2011 Arnold Expo Candids

20 Questions with Cover Model Erin Garrett

Video Interview with Cover Model Erin Garrett

Video Interview with Amateur Bodybuilder Robin Hillis

Interview with Pro Bodybuilder Claire O'Connell
by Ian Ascher

Erin Garrett, Erin Frame, Jayme Galloway, Jennifer Dietrick & Shiela Beavers

Video Interview with Amateur Bikini Amber Milenkoff


Interview with Claire Rohrbacker-O’connellBy Ian Ascher

Claire O'Connell

Just a hair under five foot tall, Claire Rohrbacker-O’connell calls herself Mighty Mouse and for good reason. Not only is she an IFBB Pro bodybuilder but a wife, mother, and one of the strongest people I know inside and out.

Bedridden and sick with the flu and a case of pneumonia while trying to prepare for a show, Claire still took the time to answer some questions for us via email.

First let's start with a little biographical info.... Who is Claire? Where did she come from and how did she get to where she is today?

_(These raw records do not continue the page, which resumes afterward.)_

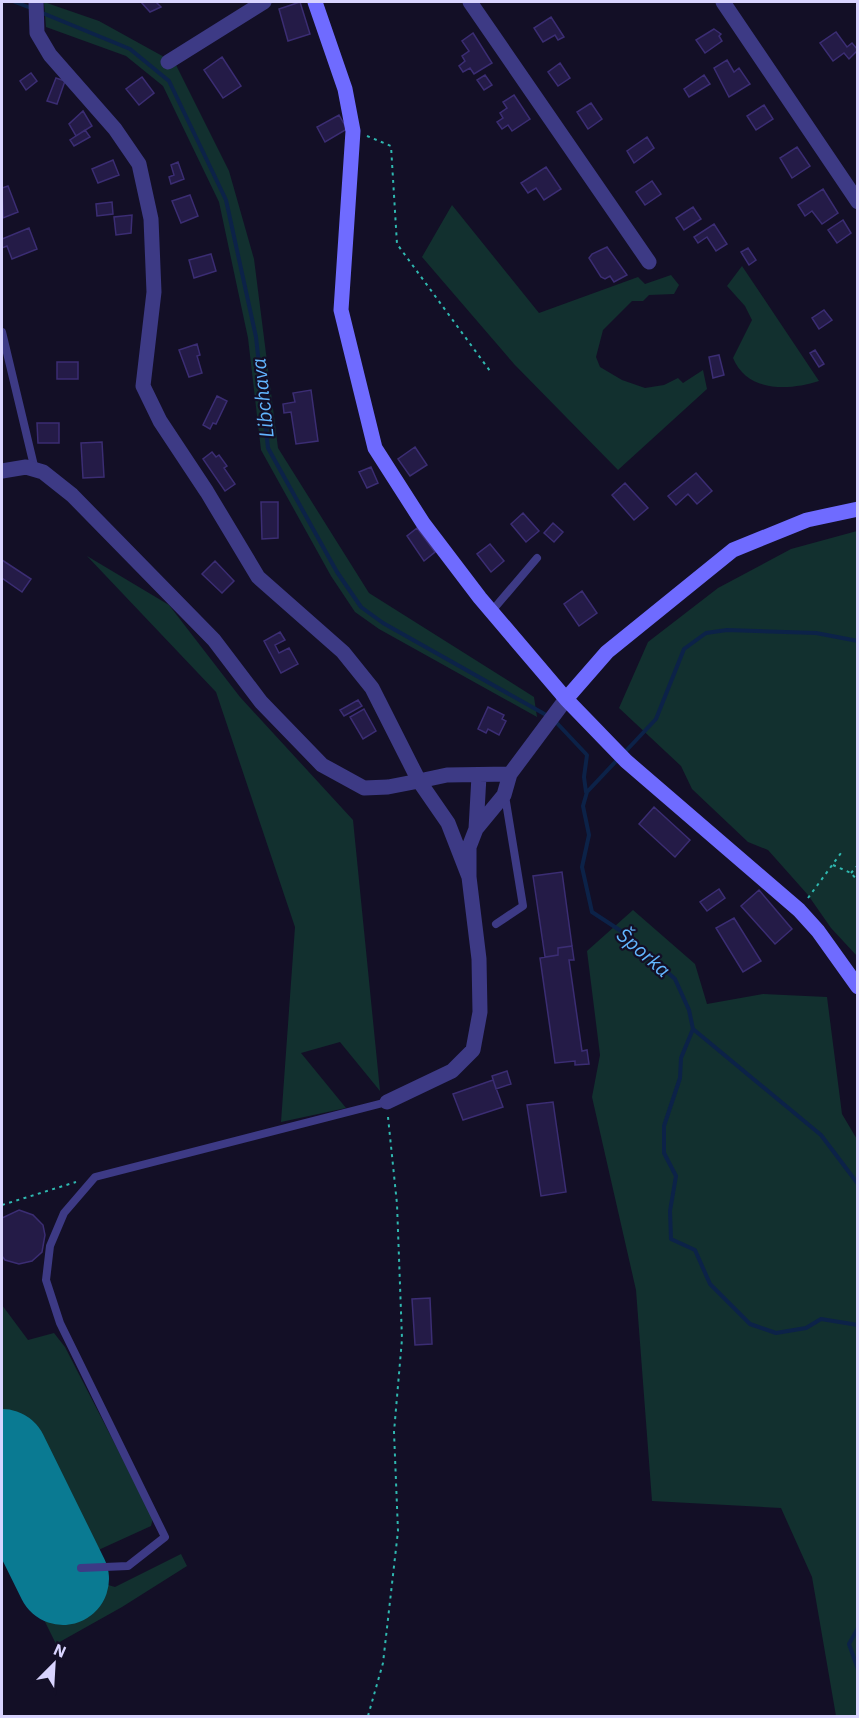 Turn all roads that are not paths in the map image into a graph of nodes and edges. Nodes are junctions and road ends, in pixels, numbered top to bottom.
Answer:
1 (36, 2) edge
2 (264, 2) edge
3 (315, 2) edge
4 (470, 2) edge
5 (723, 2) edge
6 (168, 62) dead end
7 (858, 202) edge
8 (649, 262) dead end
9 (2, 332) edge
10 (35, 470) junction
11 (2, 471) edge
12 (858, 509) edge
13 (537, 558) dead end
14 (491, 612) junction
15 (566, 699) junction
16 (510, 774) junction
17 (478, 776) junction
18 (419, 781) junction
19 (504, 795) junction
20 (476, 829) junction
21 (469, 877) junction
22 (496, 924) dead end
23 (858, 987) edge
24 (387, 1102) joint
25 (81, 1568) dead end

1 - 18 street
2 - 6 street
3 - 14 street
4 - 8 street
5 - 7 street
9 - 10 lane
10 - 11 street
10 - 18 street
12 - 15 street
13 - 14 lane
14 - 15 street
15 - 16 street
15 - 23 street
16 - 17 street
16 - 19 street
17 - 18 street
17 - 20 street
18 - 21 street
19 - 20 street
19 - 22 lane
20 - 21 street
21 - 24 street
24 - 25 lane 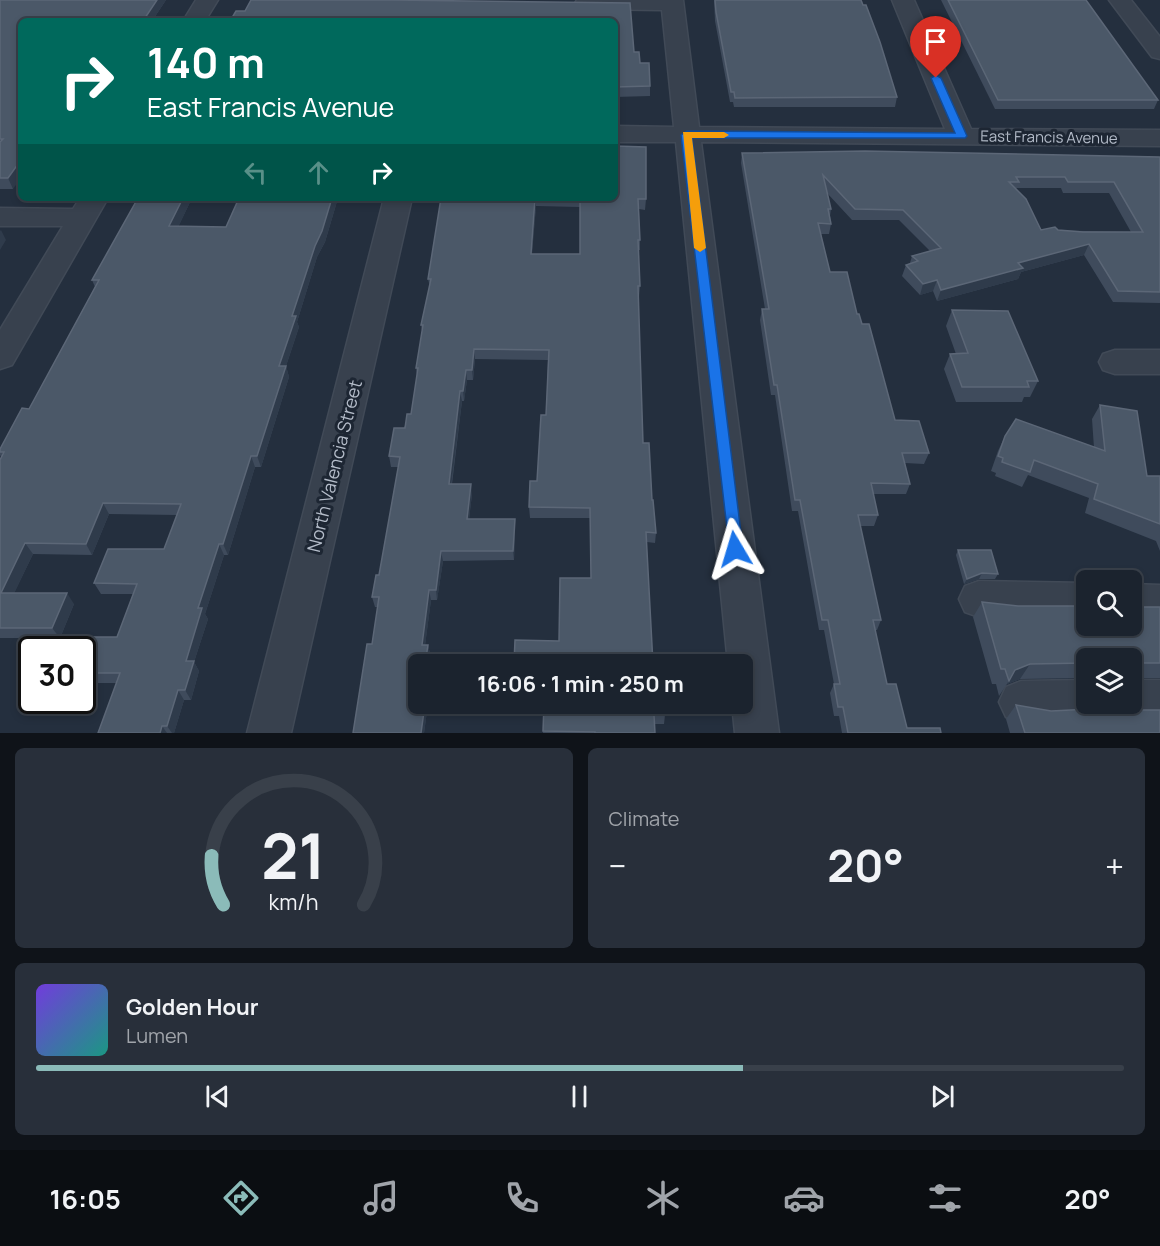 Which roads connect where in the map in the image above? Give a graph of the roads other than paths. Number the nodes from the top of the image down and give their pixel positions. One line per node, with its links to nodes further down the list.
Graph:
1 (207, 0): 6 (street)
2 (903, 0): 10 (street)
3 (1120, 0): 7 (street)
4 (672, 2): 5 (street); 9 (street)
5 (566, 3)
6 (196, 18)
7 (1160, 52)
8 (618, 134): 9 (street, East Francis Avenue)
9 (687, 135): 10 (street, East Francis Avenue); 27 (street)
10 (962, 136): 11 (street, East Francis Avenue)
11 (1160, 138)
12 (397, 201): 26 (street, North Valencia Street)
13 (89, 208): 14 (street); 15 (street)
14 (0, 217)
15 (0, 357)
16 (1115, 362): 17 (street)
17 (1160, 362)
18 (978, 599): 19 (street)
19 (1076, 601)
20 (1142, 602): 21 (street)
21 (1160, 603)
22 (1076, 701): 25 (street)
23 (1142, 701): 24 (street)
24 (1160, 701)
25 (1021, 702)
26 (269, 733)
27 (757, 733) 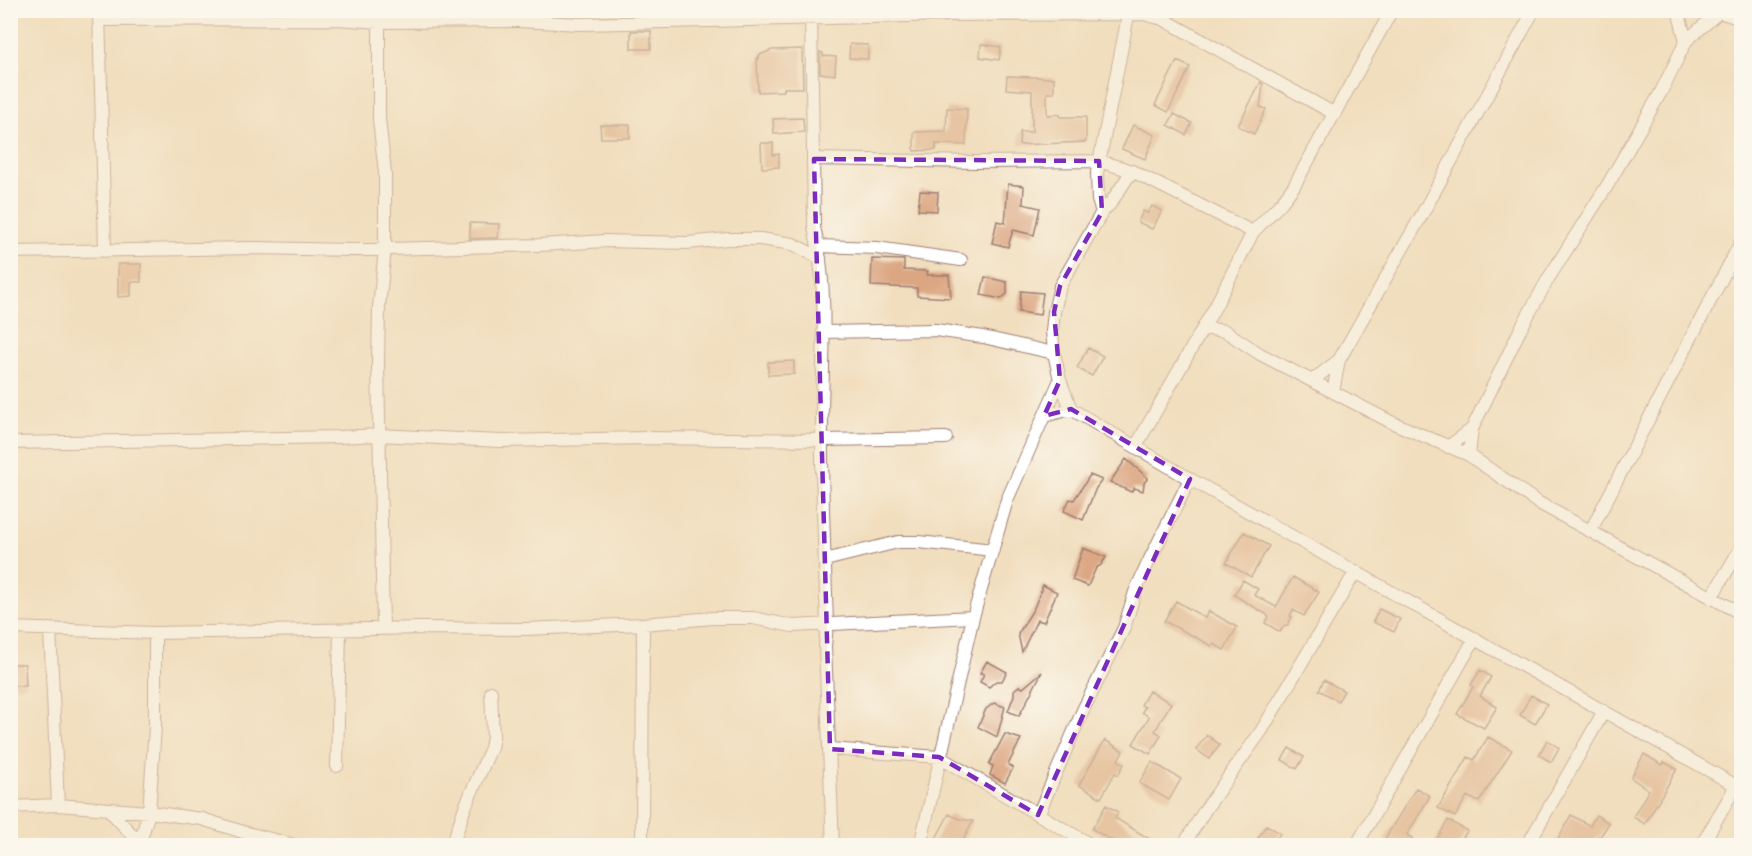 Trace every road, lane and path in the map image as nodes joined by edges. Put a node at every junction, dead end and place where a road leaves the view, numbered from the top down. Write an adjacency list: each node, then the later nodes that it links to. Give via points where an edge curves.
1 (537, 10): 14 (street)
2 (577, 10): 16 (street)
3 (1392, 10): 18 (street)
4 (1534, 10): 37 (street)
5 (1678, 10): 17 (street)
6 (1715, 11): 12 (street); 17 (street)
7 (1143, 12): 13 (street); 18 (street)
8 (952, 13): 9 (street); 13 (street)
9 (811, 14): 16 (street); 19 (street)
10 (99, 15): 11 (street); 28 (street)
11 (337, 15): 15 (street)
12 (1736, 15)
13 (1128, 16): 20 (street)
14 (517, 21): 15 (street); 16 (street)
15 (379, 22): 27 (street)
16 (582, 24)
17 (1686, 41): 43 (street, via 1607,186 1548,279)
18 (1335, 114): 24 (street, via 1282,202)
19 (814, 159): 20 (street); 23 (street)
20 (1099, 161): 21 (street); 22 (street, via 1098,200)
21 (1132, 171): 22 (street); 24 (street)
22 (1102, 212): 36 (street, via 1060,286 1052,331)
23 (814, 227): 26 (street); 30 (street)
24 (1253, 231): 32 (street)
25 (1742, 240): 52 (street)
26 (794, 244): 27 (street, via 728,239); 30 (street)
27 (385, 249): 28 (street); 44 (street, via 379,307)
28 (105, 251): 29 (street)
29 (10, 252)
30 (819, 252): 31 (street, via 877,248); 35 (street)
31 (960, 260)
32 (1215, 307): 33 (street); 34 (street)
33 (1203, 328): 34 (street); 48 (street)
34 (1225, 331): 39 (street, via 1260,354)
35 (823, 332): 36 (street, via 936,330); 46 (street)
36 (1054, 353): 38 (street)
37 (1339, 360): 39 (street); 40 (street)
38 (1060, 380): 41 (street); 42 (street)
39 (1313, 380): 40 (street)
40 (1333, 392): 49 (street)
41 (1071, 409): 42 (street); 48 (street)
42 (1044, 416): 54 (street, via 1007,500)
43 (1472, 429): 49 (street); 50 (street)
44 (379, 435): 46 (street, via 499,441); 47 (street); 64 (street)
45 (946, 438): 46 (street)
46 (822, 440): 55 (street)
47 (10, 443)
48 (1136, 446): 51 (street)
49 (1448, 447): 50 (street)
50 (1469, 455): 52 (street, via 1538,502)
51 (1190, 479): 56 (street); 78 (street, via 1135,592 1124,628)
52 (1591, 530): 57 (street)
53 (1742, 546): 57 (street)
54 (993, 550): 55 (street, via 898,542); 59 (street)
55 (825, 560): 61 (street)
56 (1356, 571): 67 (street); 86 (street, via 1262,730)
57 (1711, 598): 58 (street)
58 (1742, 614)
59 (973, 617): 61 (street); 71 (street)
60 (643, 624): 61 (street, via 753,618 792,626); 64 (street); 82 (street)
61 (827, 625): 70 (street)
62 (10, 628): 63 (street)
63 (50, 629): 66 (street); 74 (street)
64 (383, 629): 65 (street)
65 (340, 630): 66 (street); 72 (street)
66 (155, 633): 77 (street)
67 (1476, 638): 69 (street); 87 (street)
68 (491, 692): 81 (street, via 491,748)
69 (1604, 711): 73 (street); 88 (street)
70 (830, 749): 71 (street); 83 (street)
71 (939, 757): 78 (street); 84 (street)
72 (337, 766)
73 (1739, 787): 89 (street)
74 (58, 805): 75 (street); 76 (street)
75 (10, 807)
76 (110, 810): 77 (street); 79 (street)
77 (148, 812): 79 (street); 80 (street, via 202,819)
78 (1038, 815): 85 (street)
79 (139, 844)
80 (298, 846)
81 (452, 846)
82 (642, 846)
83 (833, 846)
84 (920, 846)
85 (1093, 846)
86 (1183, 846)
87 (1356, 846)
88 (1527, 846)
89 (1701, 846) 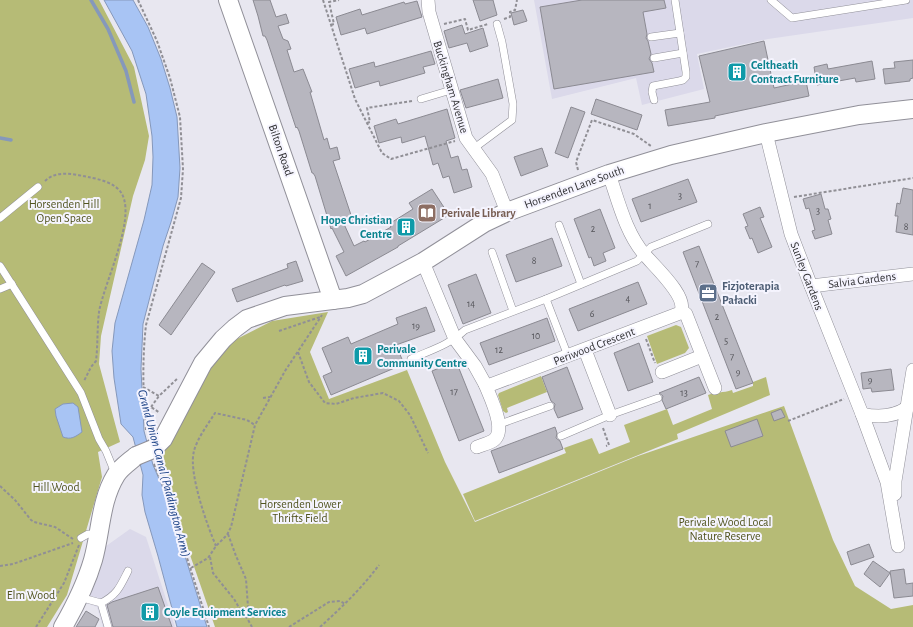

I grew up in Olney, Maryland, and my parents and I moved to Northern California my freshman year of High school. By then my two older brothers were already away at college starting their own lives. I had played softball and been a gymnast most of my life and my freshman year in high school I made the varsity gymnastics team. 

My sophomore year budget cuts were handed down by the school board and the gymnastics had been cut. From there I just fell into weightlifting. My sophomore P.E. class offered several sports to choose from and weight lifting was one of the options. I thought, “Here’s something I’ve never tried” and I went for it.  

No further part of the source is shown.